Sólo tengo que dejar que las cosas me lleguen”
Sin comentarios. Tome nota el lector, estime y respete, si así
si lo desea.
Un final con sorpresa y más humor
Esta es una novela
de un solo personaje, donde Irrsigler y Atzbacher son complementarios. El
primero, como motivador de los juicios
de Reger sobre el mundillo del arte, los museos y también sobre las clases
bajas. El segundo, como conductor del
relato y administrador de las
voces y sus discursos. El resultado es una narración personal y colectiva al
tiempo, ya que la provocadora perorata de Reger combina la singularidad del
protagonista con grupos de personajes y
una sabrosa colección de ideas y temas. Cuando la biografía interior del protagonista parece haber llegado a su fin
porque no hay nada más que contar, el narrador concluye su relato con una
artimaña narrativa que conviene comentar. Si ahora recordamos el misterioso
motivo de la cita entre Reger y Atzbacher, intercalado reiteradamente a lo
largo el discurso, nos sorprenderemos de la trivialidad e irrelevancia del
mismo. Resulta ser una simple invitación a ver una obra de teatro, El cántaro roto, en el Burgtheter. Tal
insignificante y ordinaria cuestión en medio de tan trascendente y profunda disertación no deja de sorprender
al lector, que probablemente esperaba algo de más enjundia. Es, pues, señores lectores, la
última broma del narrador, y por extensión, del autor, que quizá nos transmita lo siguiente:
Todo lo escrito es ficción,
resultado de la manipulación engañosa del autor, dueño y señor de la historia.

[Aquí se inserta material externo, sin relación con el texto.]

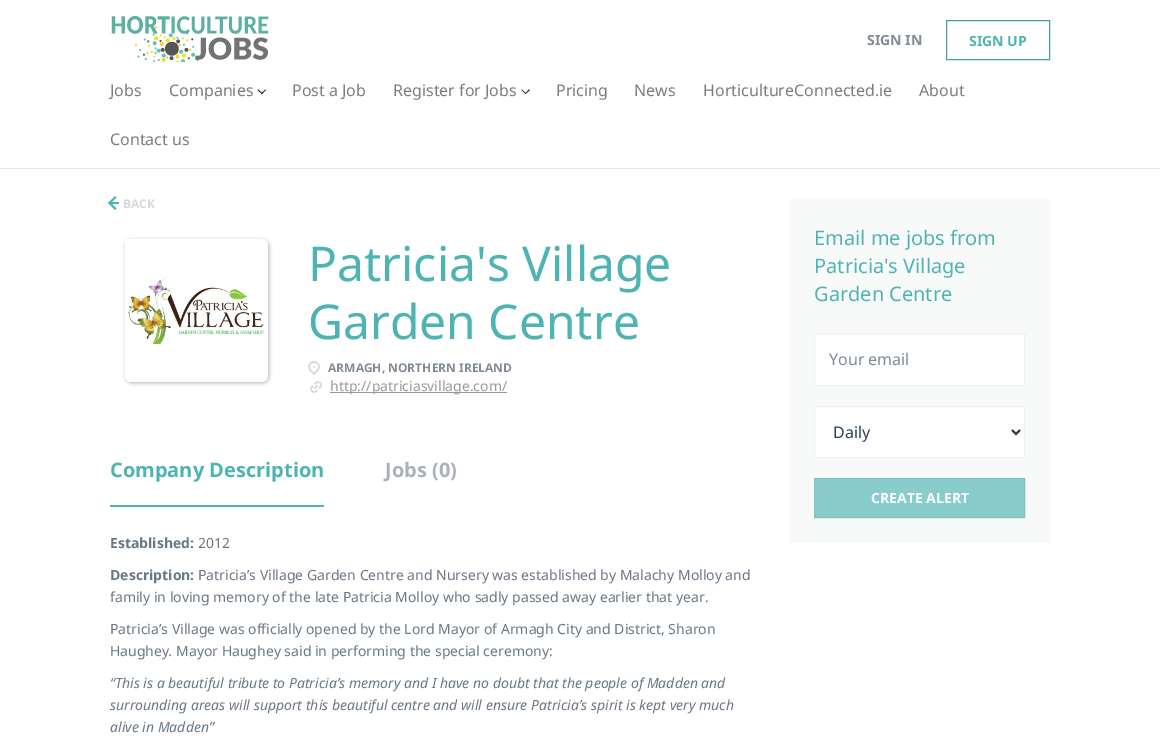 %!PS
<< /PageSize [1160 740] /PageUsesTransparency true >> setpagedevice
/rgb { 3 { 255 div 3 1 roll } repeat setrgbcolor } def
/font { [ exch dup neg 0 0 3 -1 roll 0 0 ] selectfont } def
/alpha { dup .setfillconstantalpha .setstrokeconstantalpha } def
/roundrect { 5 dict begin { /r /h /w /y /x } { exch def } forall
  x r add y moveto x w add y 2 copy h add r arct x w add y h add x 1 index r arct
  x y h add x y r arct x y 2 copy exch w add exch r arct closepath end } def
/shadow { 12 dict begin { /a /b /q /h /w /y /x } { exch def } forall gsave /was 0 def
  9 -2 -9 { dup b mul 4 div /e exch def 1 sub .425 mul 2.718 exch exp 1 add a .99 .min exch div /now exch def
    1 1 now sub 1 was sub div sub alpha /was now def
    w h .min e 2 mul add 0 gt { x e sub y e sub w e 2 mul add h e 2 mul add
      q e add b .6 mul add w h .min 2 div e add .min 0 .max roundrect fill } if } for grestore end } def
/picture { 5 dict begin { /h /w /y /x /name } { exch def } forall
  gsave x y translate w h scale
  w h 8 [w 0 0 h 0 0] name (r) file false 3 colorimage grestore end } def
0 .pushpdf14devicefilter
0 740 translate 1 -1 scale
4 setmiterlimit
255 255 255 rgb
0 0 1160 740 rectfill
228 230 232 rgb
0 168 1160 1 rectfill
(img/1.rgb) 111 16 158 46 picture
69 162 162 rgb
946.5 20.5 103 39 rectstroke
38 38 38 rgb
266 90 moveto 262 94 lineto 261 93.5 lineto 265.5 89.5 lineto closepath fill
262.5 93.5 moveto 262 94 lineto 257.5 90 lineto 258.5 89.5 lineto closepath fill
530 90 moveto 525.5 94 lineto 525 93.5 lineto 529 89.5 lineto closepath fill
526 93.5 moveto 525.5 94 lineto 521.5 90 lineto 522 89.5 lineto closepath fill
77 179 179 rgb
109.5 201.5 moveto 116.5 208.5 lineto 115 210 lineto 108 203 lineto closepath fill
115 196 moveto 116.5 197.5 lineto 109.5 204.5 lineto 108 203 lineto closepath fill
110 202 9 2 rectfill
0 0 0 rgb
126 240 143 143 6 2 0.3 shadow
255 255 255 rgb
125 239 143 143 6 roundrect fill
(img/2.rgb) 128 277 136 67 picture
(img/3.rgb) 308 361 12 14 picture
(img/4.rgb) 310 381 12 12 picture
[
  [330 392 177 1 153 153 153]
  [110 505 214 2 77 179 179]
  [789 199 261 344 248 249 249]
] { aload pop rgb rectfill } forall
254 254 254 rgb
814.5 333.5 moveto 1024.5 333.5 lineto 1024.5 385.5 lineto 814.5 385.5 lineto closepath gsave fill grestore
242 242 242 rgb
stroke
254 254 254 rgb
814.5 406.5 moveto 1024.5 406.5 lineto 1024.5 457.5 lineto 814.5 457.5 lineto closepath gsave fill grestore
242 242 242 rgb
stroke
45 62 80 rgb
2 setlinewidth
1012 430 moveto 1016 434 lineto 1020 430 lineto stroke
137 204 204 rgb
814.5 478.5 moveto 1024.5 478.5 lineto 1024.5 517.5 lineto 814.5 517.5 lineto closepath gsave fill grestore
132 192 192 rgb
1 setlinewidth
stroke
/NotoSans-Bold 14 font
129 139 150 rgb
867 45 moveto (SIGN IN) show
77 179 179 rgb
969 46 moveto (SIGN UP) show
/NotoSans-Regular 16 font
125 125 125 rgb
[
  [(Jobs) 110 96]
  [(Companies) 169 96]
  [(Post a Job) 292 96]
  [(Register for Jobs) 393 96]
  [(Pricing) 556 96]
  [(News) 634 96]
  [(HorticultureConnected.ie) 703 96]
  [(About) 919 96]
  [(Contact us) 110 145]
] { aload pop moveto show } forall
/NotoSans-Bold 12 font
213 216 220 rgb
123 208 moveto (BACK) show
/NotoSans-Regular 48 font
77 179 179 rgb
308 281 moveto (Patricia's Village) show
308 339 moveto (Garden Centre) show
/NotoSans-Bold 12 font
129 139 150 rgb
328 372 moveto (ARMAGH, NORTHERN IRELAND) show
/NotoSans-Regular 14 font
153 153 153 rgb
330 391 moveto (http://patriciasvillage.com/) show
/NotoSans-Bold 20 font
77 179 179 rgb
110 477 moveto (Company Description) show
171 177 185 rgb
385 477 moveto (Jobs \(0\)) show
/NotoSans-Bold 14 font
107 119 133 rgb
110 548 moveto (Established:) show
/NotoSans-Regular 14 font
198 548 moveto (2012) show
/NotoSans-Bold 14 font
110 580 moveto (Description:) show
/NotoSans-Regular 14 font
[
  [(Patricia’s Village Garden Centre and Nursery was established by Malachy Molloy and) 198 580]
  [(family in loving memory of the late Patricia Molloy who sadly passed away earlier that year.) 110 602]
  [(Patricia’s Village was officially opened by the Lord Mayor of Armagh City and District, Sharon) 110 634]
  [(Haughey) 110 656]
] { aload pop moveto show } forall
/NotoSans-Italic 14 font
169 656 moveto (.) show
/NotoSans-Regular 14 font
176 656 moveto (Mayor Haughey said in performing the special ceremony:) show
/NotoSans-Italic 14 font
[
  [(“This is a beautiful tribute to Patricia’s memory and I have no doubt that the people of Madden and) 110 688]
  [(surrounding areas will support this beautiful centre and will ensure Patricia’s spirit is kept very much) 110 710]
  [(alive in Madden”) 110 732]
] { aload pop moveto show } forall
/NotoSans-Regular 20 font
77 179 179 rgb
[
  [(Email me jobs from) 814 245]
  [(Patricia's Village) 814 273]
  [(Garden Centre) 814 301]
] { aload pop moveto show } forall
/NotoSans-Regular 16 font
129 139 150 rgb
829 365 moveto (Your email) show
45 62 80 rgb
833 438 moveto (Daily) show
/NotoSans-Bold 14 font
253 253 253 rgb
871 503 moveto (CREATE ALERT) show
.poppdf14devicefilter showpage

Por lo tanto, la cierra cuándo y cómo quiere.
Y encima –escribe
el cronista Atzbacher- “La representación
fue espantosa”.
¡JA! La ironía,
que no falte… y nos sostenga. GB
1 comentario:
A Bernhard le gustaba el estilo literario del romántico alemán Heinrich von Kleist, autor de la comedia El cántaro roto. Por cierto, Von Kleist escribió sobre los sitios de Zaragoza en contra de las tropas Napoleónicas.